Everyone talks about weight loss, but what about those who are desperate to gain a few kilos? Weight gain is as difficult as losing it, if you are naturally thin. Gaining weight is a problem for many people. They complain that they can’t put on any weight. Following are some tips to follow to gain weight. You will take some time to gain the weight you need, but be patient.

  • Consume more calories than you burn. Choose healthy foods to add calories. Drink healthy beverages to add calories.
  • Add healthy calories to breakfast with an extra slice of whole-grain toast and peanut butter.
  • Mid-morning and afternoon snacks should be nutritious, not junk. It contains healthy nuts, dried fruits and can add healthy calories to your diet.
  • Eat healthy food frequently, 5-6 times a day - 3 larger meals and 3 smaller meals alternately. Separate them by at least 3 hours so you can digest each meal fully. Don’t go without food for 5-6 hours after having a major meal.
    For example, if you wish to consume 3000 calories a day, you may eat 3 larger meals of about 650 calories and 3 smaller meals of about 450 calories.
  • Have a balanced diet.
  • Increase your protein intake. Your body needs a lot of protein to build new muscle. But since most of the calories for weight gain come from carbohydrates and fats, do not replace them with protein.
  • You should daily eat about 2.2g of protein per kilogram (1g per pound) of your weight. For example, if you are 50kg (110pound), then you should eat 50×2.2=111g of protein spread over 5-6 meals in the day. Include high protein foods in your diet. Your protein intake should be from foods rather than from supplements. Good sources of protein foods: whey, fish, dairy products (low fat variety), meats, nuts and seeds (almonds, peanuts, pumpkin seeds, sesame seeds, sunflower seeds).
  • It would also be a healthy idea to add a small amount of flax seed oil and some psyllium powder in the diet to add some omega-3 essential fatty acids and extra fiber.
  • Consume a lot of high-calorie snacks (not junk food) such as cheese sticks, milk shakes, muffins, dried fruits, yoghurt and breakfast bars.
  • Drink a lot of fluids that supply nutrients and calories; milk, fresh fruit juices and energy drinks are good examples.
  • Increase you water intake. A good formula for this is to multiply your bodyweight by .66 to get the required number of ounces per day.

 

Exercise important for healthy weight gain

 

                 Exercise regularly for healthy weight gain. Some thin people think that exercise is not good for them. This is not true, it keeps the metabolism high. Remember that eating alone is not sufficient. You don’t want to gain fat but lean mass, so exercise is important.

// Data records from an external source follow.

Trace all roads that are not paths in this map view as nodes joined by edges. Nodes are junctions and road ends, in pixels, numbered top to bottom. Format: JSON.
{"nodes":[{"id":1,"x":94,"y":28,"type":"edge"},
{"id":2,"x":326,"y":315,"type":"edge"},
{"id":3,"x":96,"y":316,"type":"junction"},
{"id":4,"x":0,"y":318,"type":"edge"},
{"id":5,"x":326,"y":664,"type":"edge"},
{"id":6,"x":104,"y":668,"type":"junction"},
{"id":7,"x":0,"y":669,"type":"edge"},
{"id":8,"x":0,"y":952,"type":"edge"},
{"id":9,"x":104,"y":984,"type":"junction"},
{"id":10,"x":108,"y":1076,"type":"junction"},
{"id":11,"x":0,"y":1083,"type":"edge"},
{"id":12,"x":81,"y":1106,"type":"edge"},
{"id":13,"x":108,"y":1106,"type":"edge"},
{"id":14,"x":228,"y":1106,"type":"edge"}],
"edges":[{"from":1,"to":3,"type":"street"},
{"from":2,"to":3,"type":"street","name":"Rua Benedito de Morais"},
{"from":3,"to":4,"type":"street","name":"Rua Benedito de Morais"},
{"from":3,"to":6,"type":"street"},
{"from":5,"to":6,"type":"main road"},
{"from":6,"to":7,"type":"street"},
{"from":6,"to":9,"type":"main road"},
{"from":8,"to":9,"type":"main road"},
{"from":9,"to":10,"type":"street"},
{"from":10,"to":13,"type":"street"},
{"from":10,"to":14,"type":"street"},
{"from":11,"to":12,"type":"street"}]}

                  Resistance training exercises will help to increase your muscle mass, which in turn will increase your metabolism. Learn to distinguish between weight gaining exercises and weight loss exercises.
                  Note that if you do not get enough amino acids during exercise, the existing muscle may break down. Amino acids come from protein rich foods. Focus on free weight exercises (which do not require machinery) that target your large muscle groups. For example, you need dumbbells, not fancy gym machines.
The best weight training exercises for building muscle mass are free weight exercises like squats, dead lifts, bench presses, barbell rows, pull ups and bar dips.

These exercises are best done under supervision, but they don’t need machinery.

If you have a high basic metabolic rate — which means you expend a lot of energy even at rest — you need short intense workouts instead of long periods of low-stress activity.

                

               If you truly want to dramatically change your body, to learn how to build muscle mass fast, understands that it will be the power of all these factors working together that will propel you towards your goals - a precise combination of nutrition, exercise and rest will provide you maximum results.